Comparison of the performance of the proposed ABC approach in the current study with DFE-α (when there is selection on synonymous sites), under (A) demographic equilibrium, (B) exponential growth, and (C) exponential decline. In all cases, 30% of sites were assumed to be synonymous, out of which 33% were weakly selected. Solid black bars are the true simulated values, dark blue bars give the ABC performance using ridge regression, and light blue bars give the ABC performance using linear regression aided by neural nets.

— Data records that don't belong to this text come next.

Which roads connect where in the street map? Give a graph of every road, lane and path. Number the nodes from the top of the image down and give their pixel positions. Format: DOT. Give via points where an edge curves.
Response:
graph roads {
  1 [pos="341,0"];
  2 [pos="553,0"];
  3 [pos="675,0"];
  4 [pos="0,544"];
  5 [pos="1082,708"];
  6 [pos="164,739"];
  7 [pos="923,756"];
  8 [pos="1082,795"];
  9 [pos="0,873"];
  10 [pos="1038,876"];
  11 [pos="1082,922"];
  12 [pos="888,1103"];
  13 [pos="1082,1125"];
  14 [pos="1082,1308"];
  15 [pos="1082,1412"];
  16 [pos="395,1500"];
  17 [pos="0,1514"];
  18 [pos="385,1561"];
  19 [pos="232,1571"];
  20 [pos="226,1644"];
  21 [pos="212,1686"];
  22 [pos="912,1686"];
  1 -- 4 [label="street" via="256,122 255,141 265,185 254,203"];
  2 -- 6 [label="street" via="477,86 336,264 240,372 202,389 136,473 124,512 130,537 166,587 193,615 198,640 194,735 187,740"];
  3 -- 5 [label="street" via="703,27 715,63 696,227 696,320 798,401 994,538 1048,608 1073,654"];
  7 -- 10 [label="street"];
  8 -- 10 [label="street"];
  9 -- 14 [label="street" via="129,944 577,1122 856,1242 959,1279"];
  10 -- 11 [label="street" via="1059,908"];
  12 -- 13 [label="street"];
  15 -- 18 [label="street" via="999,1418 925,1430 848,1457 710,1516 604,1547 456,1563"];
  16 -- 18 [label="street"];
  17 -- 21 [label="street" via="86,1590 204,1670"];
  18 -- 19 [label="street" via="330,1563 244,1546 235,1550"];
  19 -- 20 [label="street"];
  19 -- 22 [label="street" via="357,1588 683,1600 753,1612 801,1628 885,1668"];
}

Patterned bars show the performance of DFE-α. A total of 998,300 sites were analyzed in the functional region for each parameter combination, with ∼332,767 representing synonymous and 665,533 representing nonsynonymous sites. ABC, approximate Bayesian computation; DFE, distribution of fitness effects.

Figure 6

Joint inference of demography and purifying selection in the Zambian population of D. melanogaster. (A) Demographic model inferred in previous studies of the Zambian population (blue lines), the Zimbabwe population (green lines), and the current study (black lines). (B) The DFE for deleterious mutations in coding regions (including synonymous and nonsynonymous sites) as inferred by previous studies of other populations (colored bars) and at exonic sites of single-exon genes as inferred in the current study (black bars). The x-axis is for f₀: 0 ≤ 2N_es < 1, f₁: 1 ≤ 2N_es < 10, f₂: 10 ≤ 2N_es < 100, and f₃: 100 ≤ 2N_es < 10,000. For the previous studies, the DFE shown in this figure includes the fraction of synonymous sites in the neutral f₀ class. (C) Distribution of key summary statistics (π, θ_W, and r²) for functional, linked, and neutral regions when simulating 100 replicates of 94 exons each using the inferred parameters. The vertical lines represent values of the statistics obtained from 76 individuals of D. melanogaster from Zambia, after excluding noncoding sites with phastCons score ≥ 0.8. DFE, distribution of fitness effects.